Порфирий так и сделал. Стянул ногу посильнее ремнём, через некоторое время ступня посинела и перестала что-либо чувствовать. Он обломил наконечник и вынул болт. Боль кувалдой ударила в голову. Он чуть не отключился. Но вспомнив уроки Годфри по преодолению боли удержался в сознание и вдавил с двух сторон комочки из травы в рану. Нога ответила вторым ударом боли.
— Теперь перевяжи рану и не о чём не думай, ложись спать прямо здесь. В этой ложбинке. Я буду стеречь твой сон.
Он так и сделал. Завернулся в тёплый дорожный плащ как в спальный мешок и на удивление быстро уснул сном младенца.
Проснулся он глубокой ночью под утро от непреодолимого желания облегчится. Всё вокруг было затянуто туманом и покрыто росой. Вылезать из уютного нагретого гнезда совсем не хотелось. Нога, удобно покоящаяся в складках плаща, не болела, пока ей не появилась необходимость шевелить. Но делать было нечего организм требовал своего. Порфирий нехотя вылез. Холодный предрассветный воздух ожёг распаренное тело. В бульоне ночного стрекотания раздался звук его струи, дошедший до ушей вместе с ощущением лёгкости появившейся во всех клеточках тела. Журчание стихло, вдалеке ухал филин, ночь шептала на все лады, как и полагается предрассветной весенней ночи. Порфирий среди этого стрекота услышал инородный звук — человеческий шёпот. Он обернулся в сторону откуда тот шёл. И увидел лёгкий свет рядом с кустом боярышника под которым лежал Васка.
Издалека Порфирий едва разглядел в ночной темноте две полупрозрачные женские фигуры.
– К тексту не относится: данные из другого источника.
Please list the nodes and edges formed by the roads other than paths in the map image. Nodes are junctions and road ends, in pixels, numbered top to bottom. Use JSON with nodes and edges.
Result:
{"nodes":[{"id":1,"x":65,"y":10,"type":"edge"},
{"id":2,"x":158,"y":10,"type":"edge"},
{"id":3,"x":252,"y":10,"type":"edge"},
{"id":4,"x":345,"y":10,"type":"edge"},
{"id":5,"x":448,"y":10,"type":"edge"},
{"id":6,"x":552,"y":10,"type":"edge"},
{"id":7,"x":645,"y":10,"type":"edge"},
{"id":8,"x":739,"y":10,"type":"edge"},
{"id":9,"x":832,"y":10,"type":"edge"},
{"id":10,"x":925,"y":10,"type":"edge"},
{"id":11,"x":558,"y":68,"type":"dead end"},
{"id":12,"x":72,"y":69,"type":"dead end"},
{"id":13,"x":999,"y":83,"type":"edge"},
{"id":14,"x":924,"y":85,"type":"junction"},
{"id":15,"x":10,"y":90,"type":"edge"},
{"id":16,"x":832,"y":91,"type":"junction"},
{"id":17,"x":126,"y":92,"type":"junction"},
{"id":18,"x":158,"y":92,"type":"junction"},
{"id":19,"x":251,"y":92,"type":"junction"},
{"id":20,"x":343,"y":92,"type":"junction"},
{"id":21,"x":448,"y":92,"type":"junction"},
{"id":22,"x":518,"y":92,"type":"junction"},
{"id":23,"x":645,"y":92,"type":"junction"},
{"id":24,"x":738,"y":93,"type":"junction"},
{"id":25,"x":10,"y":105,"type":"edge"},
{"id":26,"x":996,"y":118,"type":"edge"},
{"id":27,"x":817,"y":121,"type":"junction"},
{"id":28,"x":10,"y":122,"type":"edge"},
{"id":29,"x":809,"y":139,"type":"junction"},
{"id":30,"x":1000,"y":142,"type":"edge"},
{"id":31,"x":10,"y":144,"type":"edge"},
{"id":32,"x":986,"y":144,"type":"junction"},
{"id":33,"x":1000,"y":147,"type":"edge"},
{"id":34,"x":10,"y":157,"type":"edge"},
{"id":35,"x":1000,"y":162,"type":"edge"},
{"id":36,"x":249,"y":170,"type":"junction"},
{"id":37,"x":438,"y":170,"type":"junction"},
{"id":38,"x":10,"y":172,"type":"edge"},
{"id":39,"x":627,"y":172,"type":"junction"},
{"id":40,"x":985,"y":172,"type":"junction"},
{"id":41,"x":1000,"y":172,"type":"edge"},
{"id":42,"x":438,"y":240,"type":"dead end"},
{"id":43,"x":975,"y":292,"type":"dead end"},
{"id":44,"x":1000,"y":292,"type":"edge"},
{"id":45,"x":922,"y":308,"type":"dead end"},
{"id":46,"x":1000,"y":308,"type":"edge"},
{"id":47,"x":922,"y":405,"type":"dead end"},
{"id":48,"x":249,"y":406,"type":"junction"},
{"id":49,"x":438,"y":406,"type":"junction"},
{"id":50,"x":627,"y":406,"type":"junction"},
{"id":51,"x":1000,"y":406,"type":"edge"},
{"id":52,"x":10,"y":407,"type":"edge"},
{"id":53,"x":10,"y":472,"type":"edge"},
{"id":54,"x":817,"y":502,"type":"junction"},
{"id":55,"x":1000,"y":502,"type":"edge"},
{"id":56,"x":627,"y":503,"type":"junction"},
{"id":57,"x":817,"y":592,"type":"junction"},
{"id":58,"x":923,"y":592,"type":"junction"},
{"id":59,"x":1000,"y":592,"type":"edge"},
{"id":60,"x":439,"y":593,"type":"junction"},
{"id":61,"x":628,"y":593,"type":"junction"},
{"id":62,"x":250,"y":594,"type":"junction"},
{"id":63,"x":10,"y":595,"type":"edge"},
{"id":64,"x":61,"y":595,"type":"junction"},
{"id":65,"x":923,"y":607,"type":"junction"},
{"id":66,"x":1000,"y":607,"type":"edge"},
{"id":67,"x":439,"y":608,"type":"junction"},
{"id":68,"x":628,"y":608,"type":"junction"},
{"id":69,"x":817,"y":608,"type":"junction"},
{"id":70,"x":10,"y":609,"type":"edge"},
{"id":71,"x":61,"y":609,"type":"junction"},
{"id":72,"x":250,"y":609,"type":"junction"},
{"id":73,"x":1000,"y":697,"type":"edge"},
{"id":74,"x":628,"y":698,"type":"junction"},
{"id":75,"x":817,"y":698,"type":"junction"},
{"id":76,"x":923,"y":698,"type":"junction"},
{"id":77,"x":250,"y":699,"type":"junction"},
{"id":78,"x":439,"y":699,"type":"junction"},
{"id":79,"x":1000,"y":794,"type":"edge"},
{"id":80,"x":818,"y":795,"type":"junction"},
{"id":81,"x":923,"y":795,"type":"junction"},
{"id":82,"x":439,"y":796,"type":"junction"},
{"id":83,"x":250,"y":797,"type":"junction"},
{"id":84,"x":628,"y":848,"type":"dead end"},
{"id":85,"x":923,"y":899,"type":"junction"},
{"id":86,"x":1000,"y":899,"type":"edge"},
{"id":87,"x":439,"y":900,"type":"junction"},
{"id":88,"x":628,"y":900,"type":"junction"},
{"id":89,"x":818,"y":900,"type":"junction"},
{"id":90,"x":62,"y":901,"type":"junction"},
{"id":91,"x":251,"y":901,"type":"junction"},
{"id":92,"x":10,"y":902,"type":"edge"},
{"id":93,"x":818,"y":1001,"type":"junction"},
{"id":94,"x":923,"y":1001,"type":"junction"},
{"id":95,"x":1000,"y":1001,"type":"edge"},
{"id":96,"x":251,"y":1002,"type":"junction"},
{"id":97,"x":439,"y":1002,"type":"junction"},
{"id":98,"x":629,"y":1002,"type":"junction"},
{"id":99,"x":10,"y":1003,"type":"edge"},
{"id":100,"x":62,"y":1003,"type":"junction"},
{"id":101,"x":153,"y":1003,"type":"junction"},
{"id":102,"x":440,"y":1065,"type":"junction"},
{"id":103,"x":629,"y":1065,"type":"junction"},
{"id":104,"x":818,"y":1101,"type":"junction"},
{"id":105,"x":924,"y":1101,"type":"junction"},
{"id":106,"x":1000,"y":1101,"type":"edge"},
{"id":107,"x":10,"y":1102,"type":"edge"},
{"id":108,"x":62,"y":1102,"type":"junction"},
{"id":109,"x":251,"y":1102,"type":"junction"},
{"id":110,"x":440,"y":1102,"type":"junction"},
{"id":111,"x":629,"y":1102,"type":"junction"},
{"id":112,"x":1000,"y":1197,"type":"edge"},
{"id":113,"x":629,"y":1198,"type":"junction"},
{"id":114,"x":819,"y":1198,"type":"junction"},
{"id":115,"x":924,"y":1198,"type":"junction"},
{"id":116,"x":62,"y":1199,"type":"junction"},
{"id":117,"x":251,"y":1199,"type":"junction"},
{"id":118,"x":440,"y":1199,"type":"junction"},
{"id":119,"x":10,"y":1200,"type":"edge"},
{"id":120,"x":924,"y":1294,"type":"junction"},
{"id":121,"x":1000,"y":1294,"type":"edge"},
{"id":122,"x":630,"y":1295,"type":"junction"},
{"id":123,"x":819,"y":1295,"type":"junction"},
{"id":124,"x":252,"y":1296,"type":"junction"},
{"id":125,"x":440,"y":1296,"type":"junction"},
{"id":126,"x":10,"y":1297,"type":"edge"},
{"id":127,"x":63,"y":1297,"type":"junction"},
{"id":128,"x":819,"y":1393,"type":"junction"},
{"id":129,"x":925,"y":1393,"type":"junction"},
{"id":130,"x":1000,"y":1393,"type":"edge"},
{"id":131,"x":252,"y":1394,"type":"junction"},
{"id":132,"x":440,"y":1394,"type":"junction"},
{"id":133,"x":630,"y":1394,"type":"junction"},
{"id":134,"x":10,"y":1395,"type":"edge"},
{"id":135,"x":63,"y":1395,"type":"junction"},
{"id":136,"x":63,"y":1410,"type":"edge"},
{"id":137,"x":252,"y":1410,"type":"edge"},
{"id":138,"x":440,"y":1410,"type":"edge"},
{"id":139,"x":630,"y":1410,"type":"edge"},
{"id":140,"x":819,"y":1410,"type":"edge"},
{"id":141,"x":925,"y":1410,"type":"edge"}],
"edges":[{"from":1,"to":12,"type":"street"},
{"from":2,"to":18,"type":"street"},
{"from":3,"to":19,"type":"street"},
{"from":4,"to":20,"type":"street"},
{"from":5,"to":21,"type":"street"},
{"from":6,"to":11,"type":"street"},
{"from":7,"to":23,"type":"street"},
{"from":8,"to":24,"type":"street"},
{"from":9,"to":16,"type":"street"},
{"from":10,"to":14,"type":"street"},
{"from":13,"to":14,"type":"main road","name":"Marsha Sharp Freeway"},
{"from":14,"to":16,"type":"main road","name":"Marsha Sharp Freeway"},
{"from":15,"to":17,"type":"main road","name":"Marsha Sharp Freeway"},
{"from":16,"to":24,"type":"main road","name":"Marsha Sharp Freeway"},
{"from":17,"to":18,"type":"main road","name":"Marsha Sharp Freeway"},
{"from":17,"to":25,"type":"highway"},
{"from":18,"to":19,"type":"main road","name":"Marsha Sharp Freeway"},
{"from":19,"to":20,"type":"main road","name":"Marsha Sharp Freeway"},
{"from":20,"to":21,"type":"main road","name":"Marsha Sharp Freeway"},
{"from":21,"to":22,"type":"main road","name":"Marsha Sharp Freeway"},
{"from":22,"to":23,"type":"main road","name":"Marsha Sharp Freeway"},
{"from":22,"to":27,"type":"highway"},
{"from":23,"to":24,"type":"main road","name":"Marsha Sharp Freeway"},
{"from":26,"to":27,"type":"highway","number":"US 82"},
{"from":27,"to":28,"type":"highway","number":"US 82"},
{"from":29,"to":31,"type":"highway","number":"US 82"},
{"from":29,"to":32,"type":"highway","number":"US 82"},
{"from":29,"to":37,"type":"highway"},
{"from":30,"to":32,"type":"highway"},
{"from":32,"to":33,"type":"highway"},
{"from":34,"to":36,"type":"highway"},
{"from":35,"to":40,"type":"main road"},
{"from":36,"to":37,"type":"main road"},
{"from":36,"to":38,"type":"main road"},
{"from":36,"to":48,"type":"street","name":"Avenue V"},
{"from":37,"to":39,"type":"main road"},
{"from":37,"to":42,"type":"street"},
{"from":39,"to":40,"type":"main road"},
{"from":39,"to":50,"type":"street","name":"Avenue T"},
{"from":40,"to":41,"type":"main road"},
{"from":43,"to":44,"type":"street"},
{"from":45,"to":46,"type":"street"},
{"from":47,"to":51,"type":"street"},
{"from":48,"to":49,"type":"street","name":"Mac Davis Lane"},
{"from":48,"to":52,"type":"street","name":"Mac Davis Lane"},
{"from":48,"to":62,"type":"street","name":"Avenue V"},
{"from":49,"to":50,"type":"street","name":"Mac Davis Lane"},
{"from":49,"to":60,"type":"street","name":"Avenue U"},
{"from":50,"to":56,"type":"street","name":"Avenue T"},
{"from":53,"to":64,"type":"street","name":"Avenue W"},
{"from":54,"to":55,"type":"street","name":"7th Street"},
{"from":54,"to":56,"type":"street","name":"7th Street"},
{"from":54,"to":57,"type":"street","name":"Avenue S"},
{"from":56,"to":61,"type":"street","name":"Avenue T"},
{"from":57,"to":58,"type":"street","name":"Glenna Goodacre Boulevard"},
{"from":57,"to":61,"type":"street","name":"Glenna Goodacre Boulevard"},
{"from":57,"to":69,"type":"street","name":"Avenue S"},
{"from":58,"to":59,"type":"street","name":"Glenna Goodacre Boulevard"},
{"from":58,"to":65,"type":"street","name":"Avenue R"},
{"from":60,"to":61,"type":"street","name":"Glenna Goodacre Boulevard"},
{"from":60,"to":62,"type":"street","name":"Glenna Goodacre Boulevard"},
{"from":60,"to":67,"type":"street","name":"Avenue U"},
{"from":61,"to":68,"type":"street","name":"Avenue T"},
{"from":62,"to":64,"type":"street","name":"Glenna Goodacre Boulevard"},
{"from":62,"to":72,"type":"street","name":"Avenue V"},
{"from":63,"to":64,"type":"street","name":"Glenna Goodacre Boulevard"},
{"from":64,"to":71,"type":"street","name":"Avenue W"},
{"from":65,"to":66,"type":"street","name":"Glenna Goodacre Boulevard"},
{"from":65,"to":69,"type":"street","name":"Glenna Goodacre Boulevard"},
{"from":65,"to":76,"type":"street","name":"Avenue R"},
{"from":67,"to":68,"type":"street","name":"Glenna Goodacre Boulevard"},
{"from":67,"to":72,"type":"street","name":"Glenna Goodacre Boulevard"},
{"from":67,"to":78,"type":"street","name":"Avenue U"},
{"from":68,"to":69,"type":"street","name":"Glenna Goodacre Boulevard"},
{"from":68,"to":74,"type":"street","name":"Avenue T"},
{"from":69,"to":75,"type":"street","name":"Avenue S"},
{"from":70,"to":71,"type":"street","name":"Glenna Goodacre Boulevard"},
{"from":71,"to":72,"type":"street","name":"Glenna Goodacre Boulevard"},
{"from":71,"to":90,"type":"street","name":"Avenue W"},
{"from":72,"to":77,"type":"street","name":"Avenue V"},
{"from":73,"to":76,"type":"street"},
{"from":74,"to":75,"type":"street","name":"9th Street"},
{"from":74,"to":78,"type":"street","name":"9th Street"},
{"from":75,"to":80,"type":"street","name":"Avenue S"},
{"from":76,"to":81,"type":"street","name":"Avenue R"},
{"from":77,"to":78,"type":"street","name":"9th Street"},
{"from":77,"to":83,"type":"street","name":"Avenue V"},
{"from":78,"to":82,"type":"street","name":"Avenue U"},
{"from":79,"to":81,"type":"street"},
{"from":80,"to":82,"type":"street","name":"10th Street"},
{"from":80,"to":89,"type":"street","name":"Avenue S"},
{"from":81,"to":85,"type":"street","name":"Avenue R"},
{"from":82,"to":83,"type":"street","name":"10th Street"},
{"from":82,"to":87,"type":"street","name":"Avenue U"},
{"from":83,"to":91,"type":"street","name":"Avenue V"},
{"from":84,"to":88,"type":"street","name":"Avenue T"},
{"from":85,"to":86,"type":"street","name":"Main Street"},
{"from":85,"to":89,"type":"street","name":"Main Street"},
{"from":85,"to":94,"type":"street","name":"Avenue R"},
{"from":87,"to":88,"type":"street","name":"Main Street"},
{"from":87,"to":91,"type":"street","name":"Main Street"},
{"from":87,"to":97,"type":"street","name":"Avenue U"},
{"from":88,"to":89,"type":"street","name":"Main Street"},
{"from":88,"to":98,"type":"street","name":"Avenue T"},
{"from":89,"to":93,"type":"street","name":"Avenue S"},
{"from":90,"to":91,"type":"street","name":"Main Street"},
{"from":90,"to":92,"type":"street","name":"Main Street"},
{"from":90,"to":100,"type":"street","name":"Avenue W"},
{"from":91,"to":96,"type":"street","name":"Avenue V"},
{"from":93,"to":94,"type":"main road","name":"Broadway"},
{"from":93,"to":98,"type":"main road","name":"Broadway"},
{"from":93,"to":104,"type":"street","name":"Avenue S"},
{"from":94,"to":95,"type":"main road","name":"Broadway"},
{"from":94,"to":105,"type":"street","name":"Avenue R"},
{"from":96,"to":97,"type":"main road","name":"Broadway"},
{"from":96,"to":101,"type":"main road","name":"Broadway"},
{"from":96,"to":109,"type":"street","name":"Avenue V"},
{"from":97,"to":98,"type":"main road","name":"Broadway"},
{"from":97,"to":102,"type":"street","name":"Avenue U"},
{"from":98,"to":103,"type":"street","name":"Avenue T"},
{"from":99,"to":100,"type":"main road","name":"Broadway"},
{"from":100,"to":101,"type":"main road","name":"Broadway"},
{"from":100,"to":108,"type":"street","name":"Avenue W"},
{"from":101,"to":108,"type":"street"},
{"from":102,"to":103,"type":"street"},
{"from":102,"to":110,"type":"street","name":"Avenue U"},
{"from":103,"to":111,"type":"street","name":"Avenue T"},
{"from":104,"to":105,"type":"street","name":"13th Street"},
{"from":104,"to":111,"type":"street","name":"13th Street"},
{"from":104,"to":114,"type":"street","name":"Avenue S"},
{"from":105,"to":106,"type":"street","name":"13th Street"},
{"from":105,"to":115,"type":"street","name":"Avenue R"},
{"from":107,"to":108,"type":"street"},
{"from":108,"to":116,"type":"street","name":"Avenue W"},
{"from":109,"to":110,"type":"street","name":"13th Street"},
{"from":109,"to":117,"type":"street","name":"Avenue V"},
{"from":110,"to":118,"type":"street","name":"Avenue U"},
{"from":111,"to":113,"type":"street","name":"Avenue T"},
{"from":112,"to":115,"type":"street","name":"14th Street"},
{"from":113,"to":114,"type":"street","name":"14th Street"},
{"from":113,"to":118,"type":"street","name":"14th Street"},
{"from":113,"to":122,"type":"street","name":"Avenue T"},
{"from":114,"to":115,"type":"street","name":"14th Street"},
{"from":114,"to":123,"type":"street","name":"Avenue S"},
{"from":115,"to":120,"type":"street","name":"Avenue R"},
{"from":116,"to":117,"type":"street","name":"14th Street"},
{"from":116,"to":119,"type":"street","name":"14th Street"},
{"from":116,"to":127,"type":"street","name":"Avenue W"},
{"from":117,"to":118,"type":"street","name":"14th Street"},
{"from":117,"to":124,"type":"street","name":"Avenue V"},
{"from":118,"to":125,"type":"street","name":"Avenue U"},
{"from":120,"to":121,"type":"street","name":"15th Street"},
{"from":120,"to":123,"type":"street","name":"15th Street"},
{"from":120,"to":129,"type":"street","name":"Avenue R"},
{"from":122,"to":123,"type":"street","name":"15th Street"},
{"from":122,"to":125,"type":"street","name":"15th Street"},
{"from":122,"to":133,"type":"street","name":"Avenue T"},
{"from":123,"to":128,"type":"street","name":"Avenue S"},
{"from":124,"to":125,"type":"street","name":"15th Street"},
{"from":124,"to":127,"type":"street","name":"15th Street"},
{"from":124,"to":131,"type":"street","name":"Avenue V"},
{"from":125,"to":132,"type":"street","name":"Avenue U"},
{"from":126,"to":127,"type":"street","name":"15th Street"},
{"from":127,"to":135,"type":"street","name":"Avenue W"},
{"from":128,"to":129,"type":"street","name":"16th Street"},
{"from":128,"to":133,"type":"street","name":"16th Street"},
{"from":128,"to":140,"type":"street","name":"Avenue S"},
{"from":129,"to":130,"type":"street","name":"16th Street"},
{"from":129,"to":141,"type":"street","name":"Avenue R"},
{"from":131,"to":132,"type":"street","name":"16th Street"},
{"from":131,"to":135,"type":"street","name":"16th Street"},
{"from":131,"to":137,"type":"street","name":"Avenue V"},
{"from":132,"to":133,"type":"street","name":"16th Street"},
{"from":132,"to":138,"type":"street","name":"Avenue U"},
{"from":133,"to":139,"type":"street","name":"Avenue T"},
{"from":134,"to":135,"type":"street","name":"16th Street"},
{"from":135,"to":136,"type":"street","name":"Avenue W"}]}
Путь до них был не то что бы далёким, но и не настолько близким, чтобы его можно было пройти сквозь мокрую траву и не замочить штаны до колен. С того места где стоял Порфирий был слышен только едва различимый шёпот. И не одного внятного слова. Он вдруг испытал ужасное любопытство, даже перестал мёрзнуть, закатал штаны и тихонько, не обращая внимания на боль, пошёл в сторону говоривших стараясь не производить не единого звука.
Когда он преодолел расстояние не позволяющее словам говоривших во внятном состояние достигать его слуха и начал понимать о чём идёт речь, то почти пожалел, что поддался порыву. Вернувшиеся чувства холода и боли ярко намекали на неосмотрительность его поступка. Но вникнув в разговор он снова позабыл о потребностях бунтующего тела.
Разговор вели: уже знакомая ему Диметра, и другая молодая фея, которую та называла Утренней-Зорькой. Произносимые ими звуки стали для него различимы со слов этой самой Зорьки, когда она говорила:
— Не смотря на твою заинтересованность, в этих краях ты ещё чужая. И даже учитывая то, что ты его вроде бы знаешь и рассказываешь о вещах, которые не могут быть не правдой я всё равно должна тебя предостеречь относительно активного участия в наших делах.